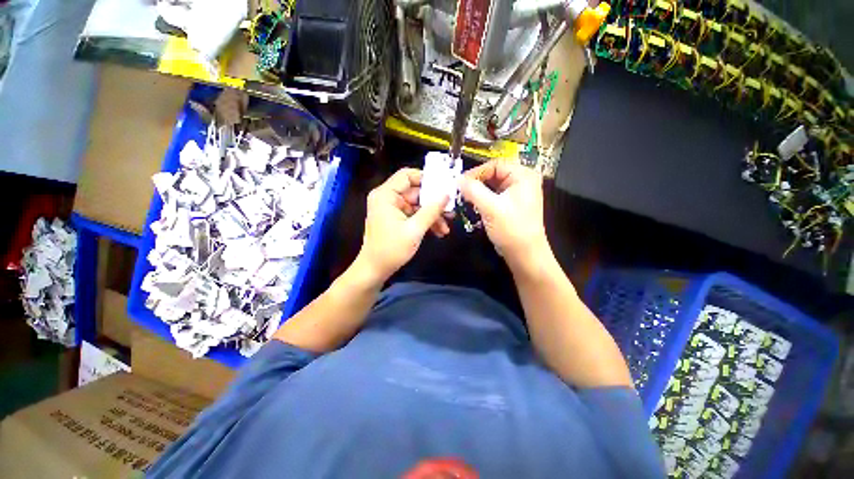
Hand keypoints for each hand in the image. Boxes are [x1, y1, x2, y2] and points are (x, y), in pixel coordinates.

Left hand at [356, 168, 449, 283]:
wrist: (375, 270)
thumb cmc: (391, 250)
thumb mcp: (414, 230)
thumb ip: (431, 210)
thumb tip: (447, 195)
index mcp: (386, 195)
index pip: (407, 175)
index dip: (426, 178)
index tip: (444, 186)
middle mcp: (387, 198)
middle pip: (415, 192)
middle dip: (434, 203)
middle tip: (451, 210)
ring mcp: (392, 209)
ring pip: (417, 205)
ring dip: (432, 215)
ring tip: (446, 226)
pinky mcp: (396, 219)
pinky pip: (414, 215)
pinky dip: (425, 221)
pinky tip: (439, 231)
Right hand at [460, 161, 549, 272]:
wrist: (525, 255)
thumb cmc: (511, 229)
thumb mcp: (491, 208)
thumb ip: (473, 190)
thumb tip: (458, 180)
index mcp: (523, 175)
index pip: (495, 164)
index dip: (476, 172)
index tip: (460, 183)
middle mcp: (522, 180)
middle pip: (494, 173)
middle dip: (476, 182)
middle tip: (461, 191)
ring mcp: (517, 193)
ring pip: (492, 185)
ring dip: (478, 191)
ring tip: (465, 198)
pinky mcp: (511, 204)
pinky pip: (494, 195)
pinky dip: (483, 198)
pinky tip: (474, 205)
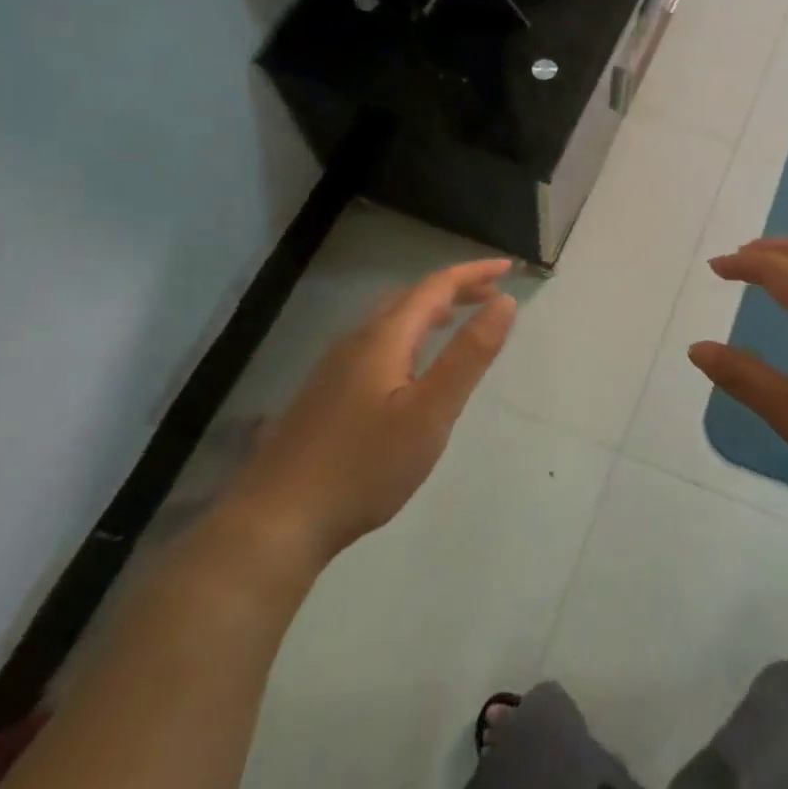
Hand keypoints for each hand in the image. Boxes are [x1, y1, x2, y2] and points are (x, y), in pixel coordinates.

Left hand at [216, 260, 516, 582]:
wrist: (277, 520)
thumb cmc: (365, 466)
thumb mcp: (431, 412)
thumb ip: (469, 355)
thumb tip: (504, 301)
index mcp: (383, 339)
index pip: (435, 287)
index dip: (473, 273)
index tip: (510, 268)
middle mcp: (355, 342)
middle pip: (410, 298)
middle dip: (454, 289)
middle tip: (491, 294)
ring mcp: (333, 368)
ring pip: (388, 322)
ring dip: (428, 311)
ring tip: (457, 319)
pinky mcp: (324, 394)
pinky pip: (375, 344)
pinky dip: (408, 335)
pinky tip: (409, 366)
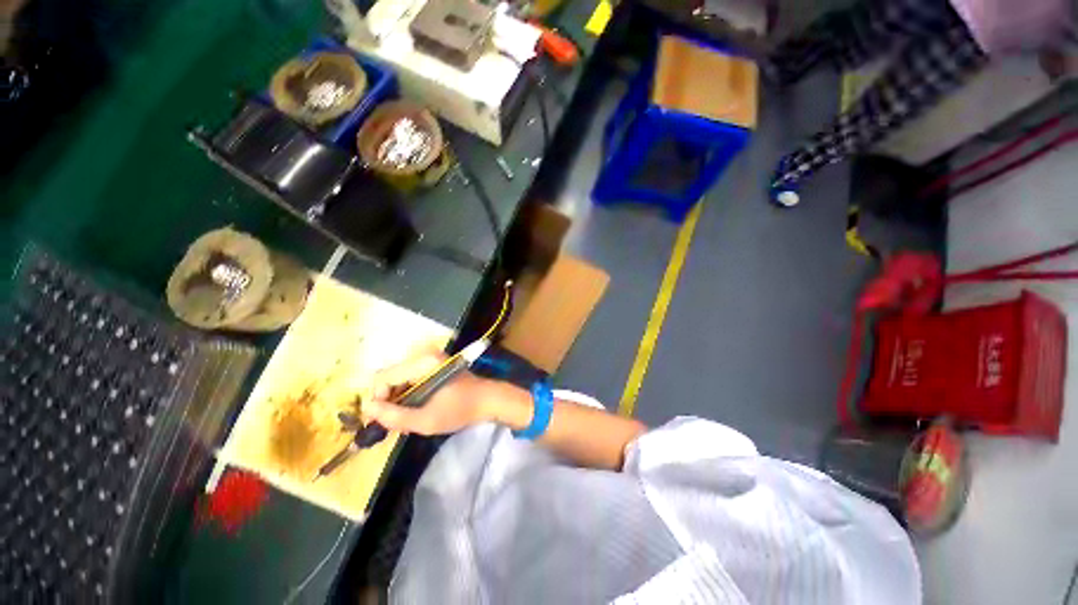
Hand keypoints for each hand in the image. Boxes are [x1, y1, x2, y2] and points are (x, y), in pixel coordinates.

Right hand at [364, 350, 503, 435]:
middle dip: (388, 402)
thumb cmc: (460, 409)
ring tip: (407, 420)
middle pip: (389, 377)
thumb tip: (366, 409)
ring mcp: (428, 358)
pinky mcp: (432, 364)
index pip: (382, 378)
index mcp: (423, 363)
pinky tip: (415, 409)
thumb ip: (394, 417)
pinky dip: (407, 394)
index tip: (382, 421)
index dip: (377, 400)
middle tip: (396, 424)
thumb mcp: (426, 421)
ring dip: (397, 400)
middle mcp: (423, 355)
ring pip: (398, 379)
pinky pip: (409, 378)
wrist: (487, 399)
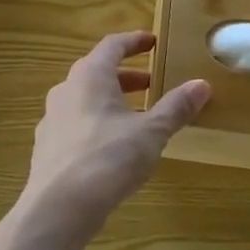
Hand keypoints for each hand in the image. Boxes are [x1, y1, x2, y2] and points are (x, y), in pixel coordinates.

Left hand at [25, 31, 210, 228]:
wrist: (58, 208)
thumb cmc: (108, 158)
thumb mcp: (151, 132)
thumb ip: (175, 107)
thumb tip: (201, 85)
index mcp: (90, 76)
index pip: (112, 45)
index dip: (134, 41)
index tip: (153, 41)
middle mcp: (66, 90)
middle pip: (97, 72)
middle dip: (127, 76)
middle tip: (152, 83)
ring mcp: (52, 119)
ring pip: (85, 99)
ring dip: (111, 101)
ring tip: (137, 117)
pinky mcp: (47, 148)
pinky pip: (75, 124)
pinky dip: (97, 124)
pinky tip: (112, 147)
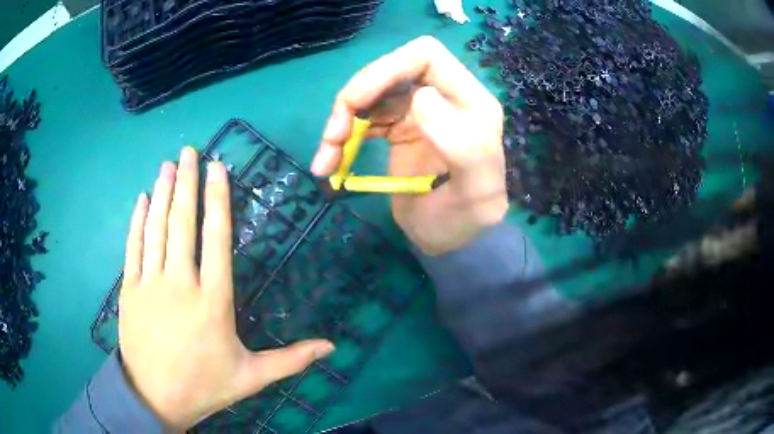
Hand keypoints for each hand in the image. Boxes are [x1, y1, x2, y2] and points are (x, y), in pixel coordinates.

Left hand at [118, 147, 333, 429]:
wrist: (155, 398)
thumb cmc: (205, 386)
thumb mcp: (252, 377)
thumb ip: (291, 360)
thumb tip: (332, 347)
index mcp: (212, 301)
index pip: (216, 239)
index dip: (217, 200)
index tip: (217, 169)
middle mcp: (180, 284)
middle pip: (183, 223)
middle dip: (187, 182)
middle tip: (189, 151)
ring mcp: (150, 284)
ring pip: (156, 228)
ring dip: (163, 193)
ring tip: (169, 165)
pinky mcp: (130, 290)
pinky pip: (133, 247)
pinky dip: (138, 220)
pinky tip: (143, 199)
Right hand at [311, 36, 508, 255]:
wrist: (452, 240)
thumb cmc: (468, 220)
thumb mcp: (475, 191)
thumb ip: (462, 145)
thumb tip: (420, 97)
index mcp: (469, 101)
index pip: (425, 56)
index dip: (386, 68)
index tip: (356, 102)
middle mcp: (442, 98)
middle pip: (388, 72)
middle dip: (354, 98)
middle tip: (332, 137)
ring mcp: (417, 112)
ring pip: (369, 96)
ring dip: (340, 122)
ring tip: (324, 160)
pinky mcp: (398, 129)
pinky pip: (362, 121)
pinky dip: (341, 139)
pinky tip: (329, 163)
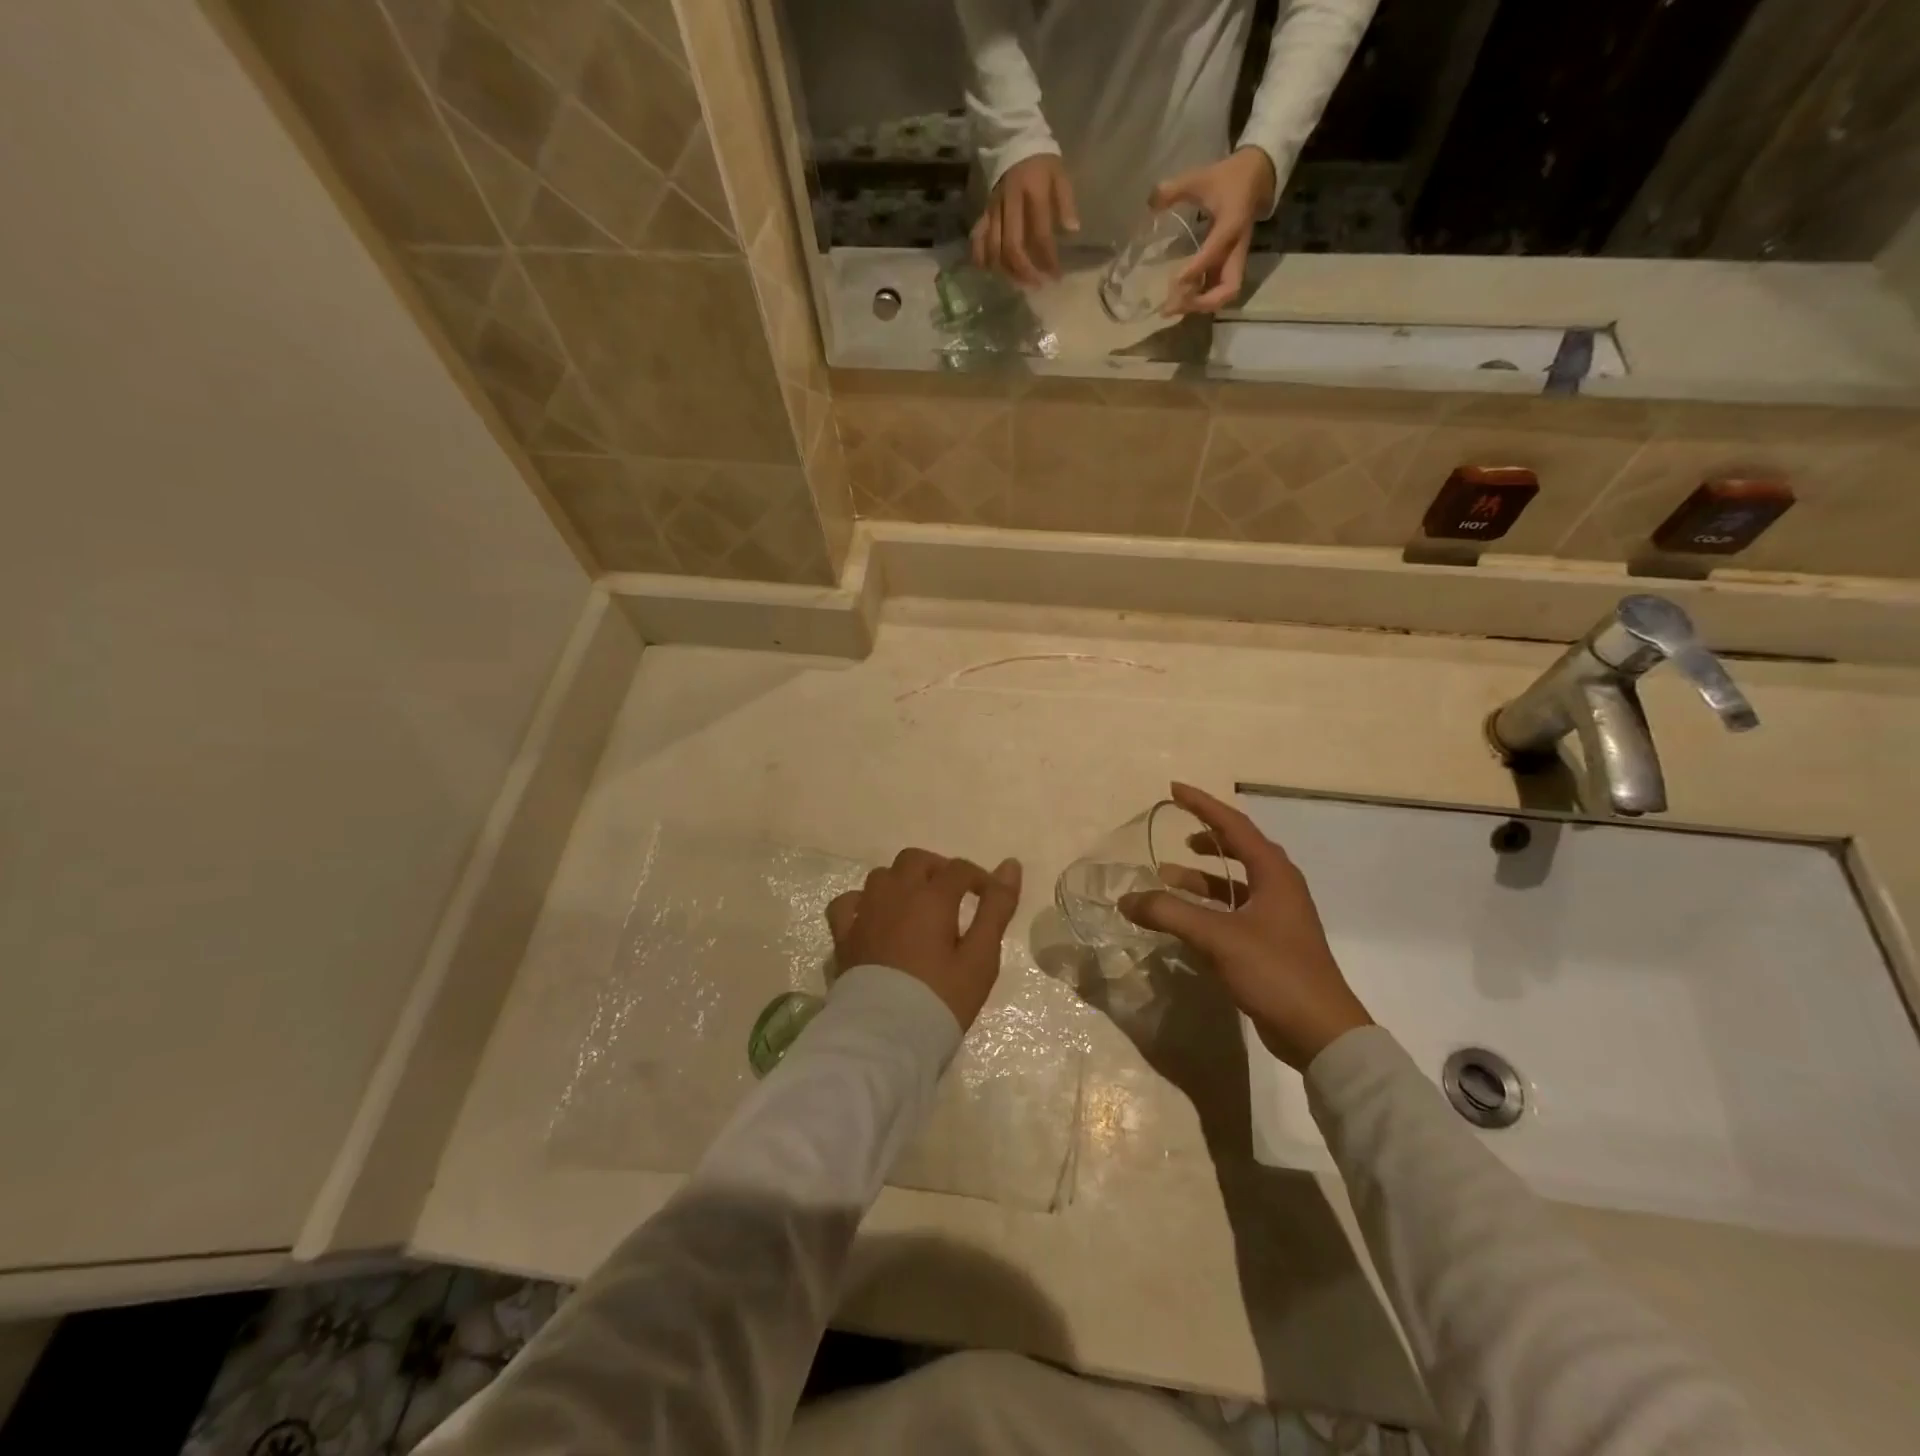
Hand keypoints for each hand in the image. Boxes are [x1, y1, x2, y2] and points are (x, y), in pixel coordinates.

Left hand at [826, 849, 1022, 1030]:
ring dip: (902, 882)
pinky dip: (863, 902)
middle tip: (953, 897)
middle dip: (938, 870)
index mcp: (931, 897)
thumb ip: (996, 909)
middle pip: (915, 860)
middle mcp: (895, 893)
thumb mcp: (981, 957)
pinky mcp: (843, 936)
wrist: (885, 1037)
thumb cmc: (941, 998)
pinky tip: (873, 917)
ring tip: (917, 907)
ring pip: (882, 876)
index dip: (979, 878)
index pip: (958, 869)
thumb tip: (1010, 865)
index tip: (990, 898)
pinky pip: (848, 903)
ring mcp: (864, 912)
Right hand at [971, 153, 1078, 285]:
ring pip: (994, 247)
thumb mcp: (1060, 175)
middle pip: (1012, 246)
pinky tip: (987, 270)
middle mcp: (1010, 203)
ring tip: (1018, 282)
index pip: (1040, 234)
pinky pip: (978, 237)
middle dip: (1024, 270)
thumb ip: (1066, 203)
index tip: (1056, 276)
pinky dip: (980, 256)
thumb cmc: (1042, 162)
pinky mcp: (985, 211)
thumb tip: (1072, 231)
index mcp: (1033, 193)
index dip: (1048, 259)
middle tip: (1035, 285)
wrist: (1014, 139)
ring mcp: (994, 208)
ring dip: (1005, 269)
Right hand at [1119, 783, 1371, 1070]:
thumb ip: (1169, 914)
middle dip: (1206, 836)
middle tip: (1176, 831)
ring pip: (1234, 883)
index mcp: (1274, 874)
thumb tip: (1127, 899)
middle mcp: (1279, 888)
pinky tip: (1184, 919)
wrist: (1320, 1032)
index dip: (1202, 805)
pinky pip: (1233, 910)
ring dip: (1201, 877)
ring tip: (1166, 876)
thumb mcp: (1217, 938)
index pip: (1234, 825)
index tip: (1173, 790)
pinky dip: (1207, 906)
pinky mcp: (1271, 943)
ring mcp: (1277, 917)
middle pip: (1239, 848)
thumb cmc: (1274, 971)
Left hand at [1148, 147, 1276, 314]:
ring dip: (1201, 305)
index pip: (1215, 252)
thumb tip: (1150, 202)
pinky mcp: (1230, 264)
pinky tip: (1179, 300)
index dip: (1195, 269)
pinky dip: (1201, 299)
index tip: (1173, 282)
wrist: (1256, 176)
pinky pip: (1218, 289)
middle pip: (1228, 288)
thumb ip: (1175, 189)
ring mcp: (1235, 259)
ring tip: (1173, 308)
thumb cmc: (1227, 178)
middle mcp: (1237, 248)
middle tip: (1174, 306)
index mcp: (1232, 224)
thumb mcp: (1201, 177)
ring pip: (1225, 294)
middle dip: (1202, 302)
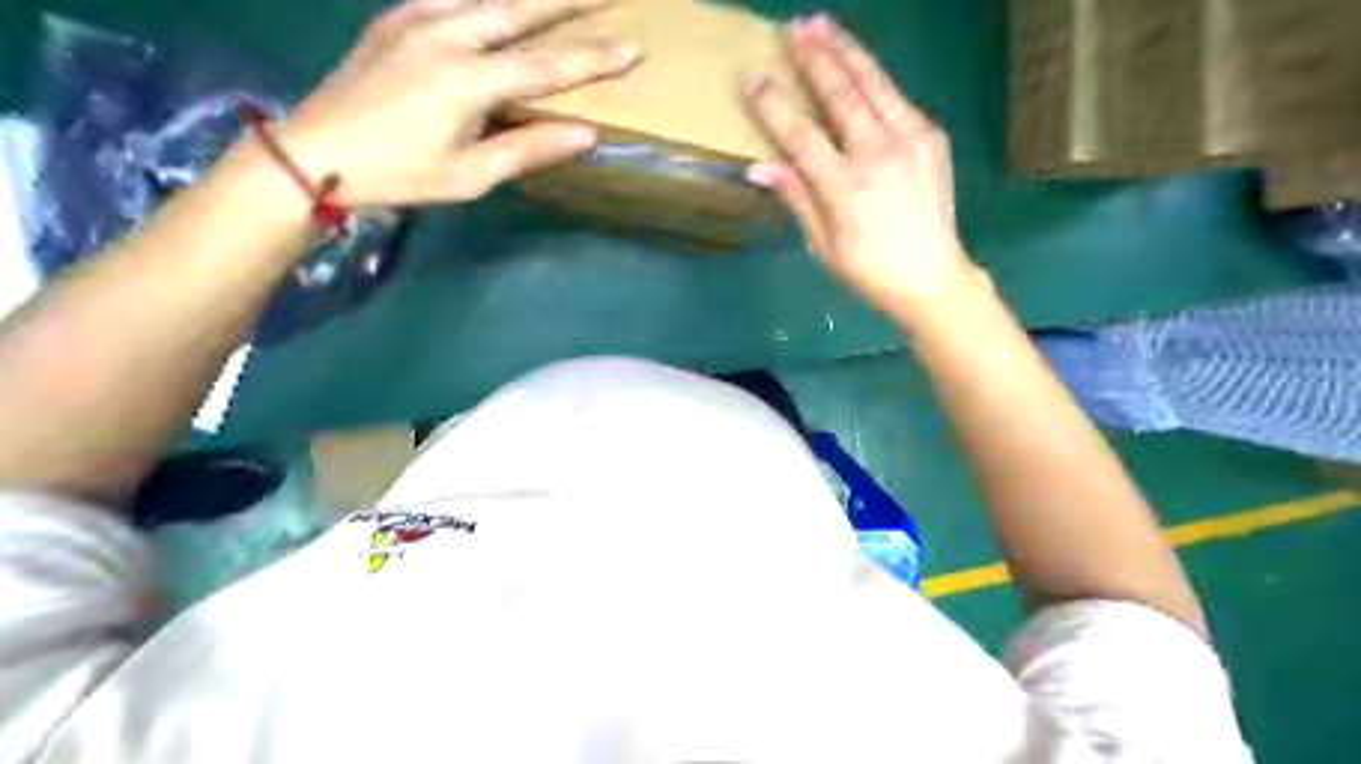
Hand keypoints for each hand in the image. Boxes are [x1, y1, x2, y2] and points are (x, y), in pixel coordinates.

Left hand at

====

Could you please find every line of the listing above holding the string "wrist" and copy it?

wrist: (375, 270)
wrist: (525, 255)
wrist: (277, 520)
wrist: (487, 399)
wrist: (58, 208)
wrist: (155, 398)
wrist: (452, 240)
wrist: (885, 1037)
wrist: (1014, 139)
wrist: (1320, 1032)
wrist: (1256, 176)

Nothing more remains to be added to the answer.